(Stored data)

────────────────────

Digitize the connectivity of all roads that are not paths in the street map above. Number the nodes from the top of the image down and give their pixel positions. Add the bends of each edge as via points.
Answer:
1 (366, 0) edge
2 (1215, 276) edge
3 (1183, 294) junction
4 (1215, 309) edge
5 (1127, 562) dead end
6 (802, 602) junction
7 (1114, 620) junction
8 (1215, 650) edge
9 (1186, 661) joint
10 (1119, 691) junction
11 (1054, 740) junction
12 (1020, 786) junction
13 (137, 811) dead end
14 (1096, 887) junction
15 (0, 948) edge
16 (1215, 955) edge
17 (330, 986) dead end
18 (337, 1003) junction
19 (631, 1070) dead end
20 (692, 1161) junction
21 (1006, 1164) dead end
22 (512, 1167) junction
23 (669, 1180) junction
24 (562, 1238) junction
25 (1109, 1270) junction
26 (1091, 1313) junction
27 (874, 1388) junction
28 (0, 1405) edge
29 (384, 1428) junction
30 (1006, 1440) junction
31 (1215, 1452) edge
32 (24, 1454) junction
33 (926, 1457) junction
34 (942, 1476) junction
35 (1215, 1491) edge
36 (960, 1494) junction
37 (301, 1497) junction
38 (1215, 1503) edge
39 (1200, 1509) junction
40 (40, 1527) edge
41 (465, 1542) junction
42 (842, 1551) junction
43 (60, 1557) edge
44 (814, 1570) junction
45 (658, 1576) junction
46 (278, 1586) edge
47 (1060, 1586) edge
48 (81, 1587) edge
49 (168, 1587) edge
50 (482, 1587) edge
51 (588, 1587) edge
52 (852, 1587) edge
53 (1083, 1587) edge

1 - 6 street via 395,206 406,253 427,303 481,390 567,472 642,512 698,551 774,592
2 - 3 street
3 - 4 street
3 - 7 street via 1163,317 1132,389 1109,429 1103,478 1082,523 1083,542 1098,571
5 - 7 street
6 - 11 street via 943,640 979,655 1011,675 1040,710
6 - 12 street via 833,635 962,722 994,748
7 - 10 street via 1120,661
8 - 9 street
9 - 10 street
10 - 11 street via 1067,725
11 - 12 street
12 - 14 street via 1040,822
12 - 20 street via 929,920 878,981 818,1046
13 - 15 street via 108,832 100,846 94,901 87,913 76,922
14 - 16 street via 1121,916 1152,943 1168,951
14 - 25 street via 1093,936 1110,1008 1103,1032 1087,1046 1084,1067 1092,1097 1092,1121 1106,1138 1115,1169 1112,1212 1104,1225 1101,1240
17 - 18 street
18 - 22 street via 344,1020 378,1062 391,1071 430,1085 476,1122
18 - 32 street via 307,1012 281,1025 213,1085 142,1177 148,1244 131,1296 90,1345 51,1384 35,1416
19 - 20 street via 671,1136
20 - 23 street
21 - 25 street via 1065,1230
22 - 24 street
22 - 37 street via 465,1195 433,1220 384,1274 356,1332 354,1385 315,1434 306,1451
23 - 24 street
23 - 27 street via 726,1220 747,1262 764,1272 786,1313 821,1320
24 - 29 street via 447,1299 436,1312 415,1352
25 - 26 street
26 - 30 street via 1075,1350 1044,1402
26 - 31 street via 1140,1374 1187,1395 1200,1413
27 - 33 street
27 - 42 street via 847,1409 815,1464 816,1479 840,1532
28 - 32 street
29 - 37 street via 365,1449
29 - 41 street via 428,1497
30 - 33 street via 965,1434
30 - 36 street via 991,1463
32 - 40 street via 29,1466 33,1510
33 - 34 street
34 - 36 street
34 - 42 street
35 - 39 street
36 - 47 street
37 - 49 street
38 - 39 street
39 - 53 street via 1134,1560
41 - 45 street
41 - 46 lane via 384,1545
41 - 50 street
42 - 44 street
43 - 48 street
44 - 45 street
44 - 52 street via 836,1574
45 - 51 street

────────────────────

Description of the task: Print the data word for word.

Reply to the exercise:
Digitize the connectivity of all roads that are not paths in the street map above. Number the nodes from the top of the image down and give their pixel positions. Add the bends of each edge as via points.
Answer:
1 (366, 0) edge
2 (1215, 276) edge
3 (1183, 294) junction
4 (1215, 309) edge
5 (1127, 562) dead end
6 (802, 602) junction
7 (1114, 620) junction
8 (1215, 650) edge
9 (1186, 661) joint
10 (1119, 691) junction
11 (1054, 740) junction
12 (1020, 786) junction
13 (137, 811) dead end
14 (1096, 887) junction
15 (0, 948) edge
16 (1215, 955) edge
17 (330, 986) dead end
18 (337, 1003) junction
19 (631, 1070) dead end
20 (692, 1161) junction
21 (1006, 1164) dead end
22 (512, 1167) junction
23 (669, 1180) junction
24 (562, 1238) junction
25 (1109, 1270) junction
26 (1091, 1313) junction
27 (874, 1388) junction
28 (0, 1405) edge
29 (384, 1428) junction
30 (1006, 1440) junction
31 (1215, 1452) edge
32 (24, 1454) junction
33 (926, 1457) junction
34 (942, 1476) junction
35 (1215, 1491) edge
36 (960, 1494) junction
37 (301, 1497) junction
38 (1215, 1503) edge
39 (1200, 1509) junction
40 (40, 1527) edge
41 (465, 1542) junction
42 (842, 1551) junction
43 (60, 1557) edge
44 (814, 1570) junction
45 (658, 1576) junction
46 (278, 1586) edge
47 (1060, 1586) edge
48 (81, 1587) edge
49 (168, 1587) edge
50 (482, 1587) edge
51 (588, 1587) edge
52 (852, 1587) edge
53 (1083, 1587) edge

1 - 6 street via 395,206 406,253 427,303 481,390 567,472 642,512 698,551 774,592
2 - 3 street
3 - 4 street
3 - 7 street via 1163,317 1132,389 1109,429 1103,478 1082,523 1083,542 1098,571
5 - 7 street
6 - 11 street via 943,640 979,655 1011,675 1040,710
6 - 12 street via 833,635 962,722 994,748
7 - 10 street via 1120,661
8 - 9 street
9 - 10 street
10 - 11 street via 1067,725
11 - 12 street
12 - 14 street via 1040,822
12 - 20 street via 929,920 878,981 818,1046
13 - 15 street via 108,832 100,846 94,901 87,913 76,922
14 - 16 street via 1121,916 1152,943 1168,951
14 - 25 street via 1093,936 1110,1008 1103,1032 1087,1046 1084,1067 1092,1097 1092,1121 1106,1138 1115,1169 1112,1212 1104,1225 1101,1240
17 - 18 street
18 - 22 street via 344,1020 378,1062 391,1071 430,1085 476,1122
18 - 32 street via 307,1012 281,1025 213,1085 142,1177 148,1244 131,1296 90,1345 51,1384 35,1416
19 - 20 street via 671,1136
20 - 23 street
21 - 25 street via 1065,1230
22 - 24 street
22 - 37 street via 465,1195 433,1220 384,1274 356,1332 354,1385 315,1434 306,1451
23 - 24 street
23 - 27 street via 726,1220 747,1262 764,1272 786,1313 821,1320
24 - 29 street via 447,1299 436,1312 415,1352
25 - 26 street
26 - 30 street via 1075,1350 1044,1402
26 - 31 street via 1140,1374 1187,1395 1200,1413
27 - 33 street
27 - 42 street via 847,1409 815,1464 816,1479 840,1532
28 - 32 street
29 - 37 street via 365,1449
29 - 41 street via 428,1497
30 - 33 street via 965,1434
30 - 36 street via 991,1463
32 - 40 street via 29,1466 33,1510
33 - 34 street
34 - 36 street
34 - 42 street
35 - 39 street
36 - 47 street
37 - 49 street
38 - 39 street
39 - 53 street via 1134,1560
41 - 45 street
41 - 46 lane via 384,1545
41 - 50 street
42 - 44 street
43 - 48 street
44 - 45 street
44 - 52 street via 836,1574
45 - 51 street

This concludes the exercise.